Exercise prompt >>
Only the lines holding the string "Rosas" are needed; copy each of them from the data.

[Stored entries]

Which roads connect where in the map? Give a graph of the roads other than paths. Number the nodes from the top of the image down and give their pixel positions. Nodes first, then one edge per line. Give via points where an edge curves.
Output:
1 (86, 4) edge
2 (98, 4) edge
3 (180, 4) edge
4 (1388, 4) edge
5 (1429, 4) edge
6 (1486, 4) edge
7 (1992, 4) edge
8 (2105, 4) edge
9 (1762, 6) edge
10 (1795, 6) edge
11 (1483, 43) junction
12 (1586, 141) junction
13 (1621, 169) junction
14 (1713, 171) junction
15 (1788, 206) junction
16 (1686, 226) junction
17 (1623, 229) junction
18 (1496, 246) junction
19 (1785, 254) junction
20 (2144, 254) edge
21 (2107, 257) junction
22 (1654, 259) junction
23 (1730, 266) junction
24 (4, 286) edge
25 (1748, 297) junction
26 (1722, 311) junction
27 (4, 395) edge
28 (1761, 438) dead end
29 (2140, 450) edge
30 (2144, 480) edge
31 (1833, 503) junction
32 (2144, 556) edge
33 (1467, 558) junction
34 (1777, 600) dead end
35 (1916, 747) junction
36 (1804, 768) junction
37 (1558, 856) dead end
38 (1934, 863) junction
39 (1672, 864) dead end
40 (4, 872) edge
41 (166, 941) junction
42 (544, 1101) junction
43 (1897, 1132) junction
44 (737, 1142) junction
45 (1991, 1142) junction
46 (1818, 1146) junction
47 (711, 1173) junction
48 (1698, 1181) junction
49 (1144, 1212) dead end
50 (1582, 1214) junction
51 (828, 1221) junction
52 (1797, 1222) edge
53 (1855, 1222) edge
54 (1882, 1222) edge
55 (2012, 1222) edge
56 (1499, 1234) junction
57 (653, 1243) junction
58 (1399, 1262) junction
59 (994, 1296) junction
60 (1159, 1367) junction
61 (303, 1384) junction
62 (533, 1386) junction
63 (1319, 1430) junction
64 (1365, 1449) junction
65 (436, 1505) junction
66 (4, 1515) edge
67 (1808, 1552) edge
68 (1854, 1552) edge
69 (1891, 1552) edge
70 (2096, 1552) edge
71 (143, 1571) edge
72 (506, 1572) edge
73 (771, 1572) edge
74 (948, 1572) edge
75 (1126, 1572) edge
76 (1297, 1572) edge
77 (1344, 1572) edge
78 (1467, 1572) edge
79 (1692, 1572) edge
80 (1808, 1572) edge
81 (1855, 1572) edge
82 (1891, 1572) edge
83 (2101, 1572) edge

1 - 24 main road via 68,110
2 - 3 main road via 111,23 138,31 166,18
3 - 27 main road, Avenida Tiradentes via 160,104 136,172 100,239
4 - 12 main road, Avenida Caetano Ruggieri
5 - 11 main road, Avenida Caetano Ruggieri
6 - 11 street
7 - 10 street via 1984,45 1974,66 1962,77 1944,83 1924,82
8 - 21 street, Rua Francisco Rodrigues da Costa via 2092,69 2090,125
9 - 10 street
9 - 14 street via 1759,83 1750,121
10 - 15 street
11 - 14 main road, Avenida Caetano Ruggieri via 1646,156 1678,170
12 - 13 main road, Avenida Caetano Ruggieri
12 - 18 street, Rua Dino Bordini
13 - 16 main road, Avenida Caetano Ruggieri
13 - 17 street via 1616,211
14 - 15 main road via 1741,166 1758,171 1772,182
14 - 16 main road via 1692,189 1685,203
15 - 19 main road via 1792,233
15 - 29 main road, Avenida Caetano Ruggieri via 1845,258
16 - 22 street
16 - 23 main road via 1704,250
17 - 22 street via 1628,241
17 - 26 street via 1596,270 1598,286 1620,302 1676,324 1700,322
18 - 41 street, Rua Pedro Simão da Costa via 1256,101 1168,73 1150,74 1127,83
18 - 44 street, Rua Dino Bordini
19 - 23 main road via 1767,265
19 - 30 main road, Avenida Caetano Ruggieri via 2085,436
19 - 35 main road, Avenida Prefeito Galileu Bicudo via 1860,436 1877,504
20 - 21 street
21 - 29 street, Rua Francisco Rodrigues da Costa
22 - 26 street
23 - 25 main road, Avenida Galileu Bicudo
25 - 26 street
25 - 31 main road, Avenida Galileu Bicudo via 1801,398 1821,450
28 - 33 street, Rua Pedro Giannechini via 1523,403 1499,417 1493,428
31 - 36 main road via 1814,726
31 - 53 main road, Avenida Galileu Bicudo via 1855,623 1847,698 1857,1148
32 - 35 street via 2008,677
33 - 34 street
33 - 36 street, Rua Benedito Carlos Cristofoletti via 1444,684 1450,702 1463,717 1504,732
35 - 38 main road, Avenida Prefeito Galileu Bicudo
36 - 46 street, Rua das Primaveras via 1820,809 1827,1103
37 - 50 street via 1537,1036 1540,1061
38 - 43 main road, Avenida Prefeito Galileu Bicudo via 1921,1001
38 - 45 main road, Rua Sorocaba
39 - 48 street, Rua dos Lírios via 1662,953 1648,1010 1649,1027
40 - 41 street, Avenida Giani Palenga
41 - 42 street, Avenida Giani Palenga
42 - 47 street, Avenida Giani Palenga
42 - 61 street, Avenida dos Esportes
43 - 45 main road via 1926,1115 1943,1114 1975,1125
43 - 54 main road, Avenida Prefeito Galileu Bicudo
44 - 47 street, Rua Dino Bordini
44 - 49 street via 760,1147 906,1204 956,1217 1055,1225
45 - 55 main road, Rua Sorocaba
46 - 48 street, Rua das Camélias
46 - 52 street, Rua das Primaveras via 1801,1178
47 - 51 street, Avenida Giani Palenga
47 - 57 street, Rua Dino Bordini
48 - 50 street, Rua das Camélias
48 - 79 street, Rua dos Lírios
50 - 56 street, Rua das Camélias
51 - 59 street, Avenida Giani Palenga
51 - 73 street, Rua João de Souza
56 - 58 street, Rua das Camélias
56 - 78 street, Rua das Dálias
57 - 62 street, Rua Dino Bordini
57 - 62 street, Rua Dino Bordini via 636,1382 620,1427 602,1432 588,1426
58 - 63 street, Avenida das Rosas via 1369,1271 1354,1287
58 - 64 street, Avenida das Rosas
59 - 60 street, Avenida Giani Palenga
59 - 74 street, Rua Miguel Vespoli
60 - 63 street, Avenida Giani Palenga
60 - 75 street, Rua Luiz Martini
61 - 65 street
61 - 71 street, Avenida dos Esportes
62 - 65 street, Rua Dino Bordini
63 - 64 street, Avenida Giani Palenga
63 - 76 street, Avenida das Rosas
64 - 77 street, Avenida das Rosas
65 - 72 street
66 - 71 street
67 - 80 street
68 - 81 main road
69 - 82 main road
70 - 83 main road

Solution to this problem >>
58 - 63 street, Avenida das Rosas via 1369,1271 1354,1287
58 - 64 street, Avenida das Rosas
63 - 76 street, Avenida das Rosas
64 - 77 street, Avenida das Rosas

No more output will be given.